69. A host cell population comprising the vector of claim 68.

70. A method of manufacturing the antigen binding protein of claim 1, comprising the steps of:

(i) cultivating a host cell population under conditions allowing expression of the antigen binding protein or the multispecific antigen binding protein;

(ii) recovering the antigen binding protein or the multispecific antigen binding protein; and optionally

(iii) further purifying and/or modifying and/or formulating the antigen binding protein or the multispecific antigen binding protein.

71-76. (canceled)

77. A pharmaceutical composition comprising the antigen binding protein of claim 1, and a pharmaceutically acceptable buffer.

78-80. (canceled)

81. A method of treating a cancer expressing MHC-displayed SLLQHLIGL (SEQ ID NO: 139) in a patient in need thereof comprising administering to the patient a therapeutically effective amount of the antigen binding protein of claim 1, optionally wherein the cancer is ovarian cancer, NSCLC, melanoma or synovial sarcoma.

82. (canceled)

83. A nucleic acid encoding the the multispecific antigen binding protein of claim 26.

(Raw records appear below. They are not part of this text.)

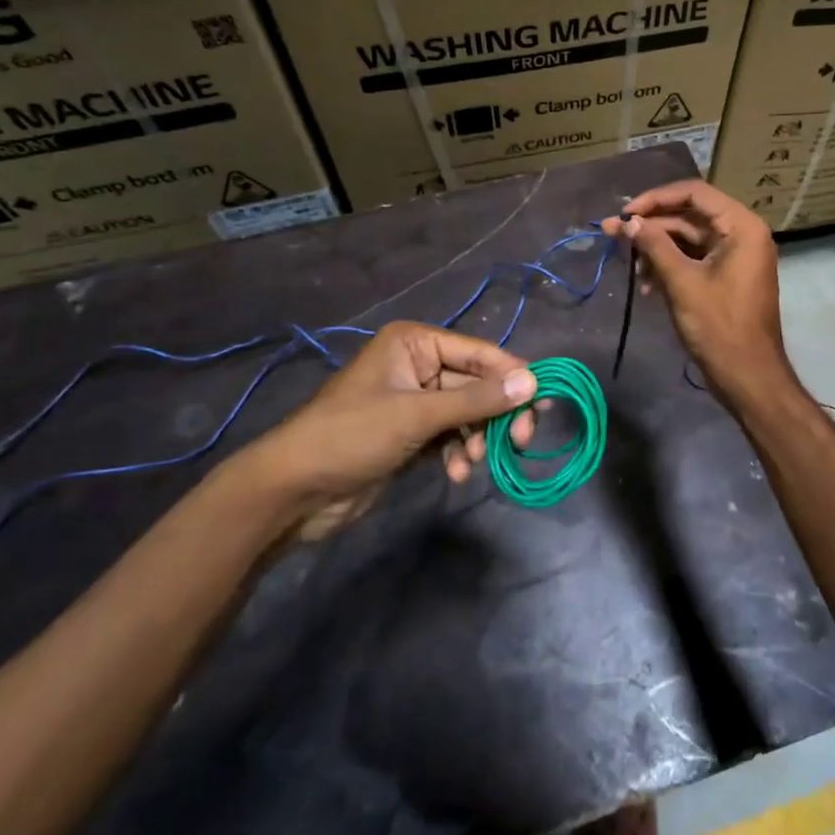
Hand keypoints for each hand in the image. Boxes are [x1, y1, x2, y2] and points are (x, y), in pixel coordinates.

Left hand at [229, 322, 537, 541]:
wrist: (293, 491)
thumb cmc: (352, 436)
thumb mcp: (417, 415)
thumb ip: (476, 400)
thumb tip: (533, 383)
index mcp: (415, 343)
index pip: (479, 353)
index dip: (512, 377)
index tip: (541, 405)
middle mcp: (418, 364)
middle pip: (476, 384)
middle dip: (495, 414)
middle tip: (519, 441)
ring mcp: (414, 400)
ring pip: (467, 412)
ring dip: (476, 438)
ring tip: (473, 463)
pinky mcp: (411, 433)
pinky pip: (451, 434)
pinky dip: (458, 452)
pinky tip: (456, 473)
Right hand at [602, 180, 792, 410]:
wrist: (748, 377)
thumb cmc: (719, 327)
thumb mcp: (682, 282)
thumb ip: (654, 246)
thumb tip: (629, 222)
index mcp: (741, 226)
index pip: (694, 193)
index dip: (656, 198)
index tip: (625, 213)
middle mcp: (741, 233)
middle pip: (689, 215)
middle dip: (651, 226)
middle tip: (612, 234)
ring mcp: (734, 256)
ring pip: (688, 239)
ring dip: (656, 249)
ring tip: (628, 267)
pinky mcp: (725, 276)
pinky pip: (693, 259)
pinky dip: (669, 266)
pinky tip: (644, 286)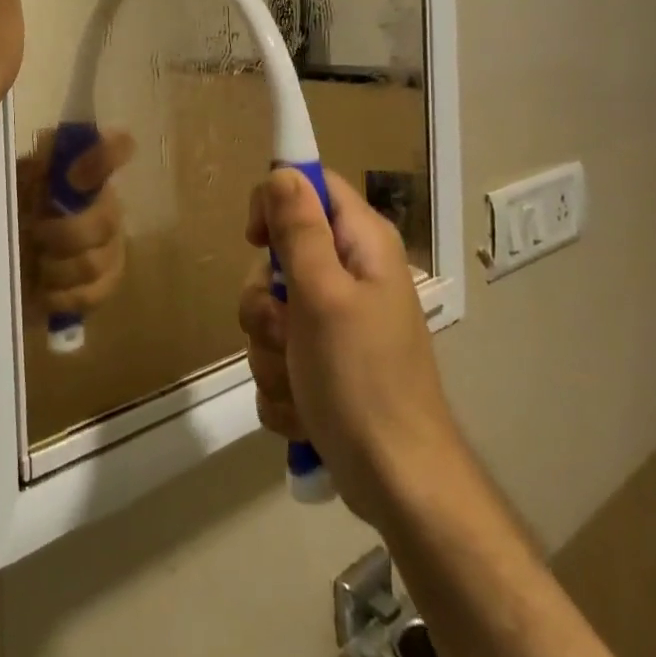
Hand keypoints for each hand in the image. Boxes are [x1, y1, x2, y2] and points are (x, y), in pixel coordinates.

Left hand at [17, 129, 136, 316]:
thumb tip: (50, 149)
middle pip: (106, 221)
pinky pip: (93, 294)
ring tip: (36, 264)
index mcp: (85, 171)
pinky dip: (62, 296)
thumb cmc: (10, 210)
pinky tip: (44, 289)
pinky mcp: (104, 285)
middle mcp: (107, 204)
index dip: (107, 157)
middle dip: (65, 234)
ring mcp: (111, 246)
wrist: (1, 262)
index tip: (74, 177)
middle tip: (36, 234)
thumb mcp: (14, 180)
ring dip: (57, 268)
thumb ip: (37, 165)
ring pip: (95, 263)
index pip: (116, 149)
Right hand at [239, 169, 457, 529]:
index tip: (257, 241)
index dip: (276, 203)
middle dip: (266, 302)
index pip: (310, 186)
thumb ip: (300, 230)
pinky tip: (303, 410)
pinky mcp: (323, 365)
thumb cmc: (363, 380)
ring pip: (270, 314)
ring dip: (270, 352)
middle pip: (280, 257)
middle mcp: (351, 275)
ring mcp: (336, 323)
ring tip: (298, 383)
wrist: (398, 485)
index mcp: (361, 245)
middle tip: (285, 331)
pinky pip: (277, 357)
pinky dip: (281, 385)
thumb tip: (282, 171)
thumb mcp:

84. A pharmaceutical composition comprising the multispecific antigen binding protein of claim 26, and a pharmaceutically acceptable buffer.

85. A method of treating a cancer expressing NMC-displayed SLLQHLIGL (SEQ ID NO: 139) in a patient in need thereof comprising administering to the patient a therapeutically effective amount of the multispecific antigen binding protein of claim 26, optionally wherein the cancer is ovarian cancer, NSCLC, melanoma or synovial sarcoma.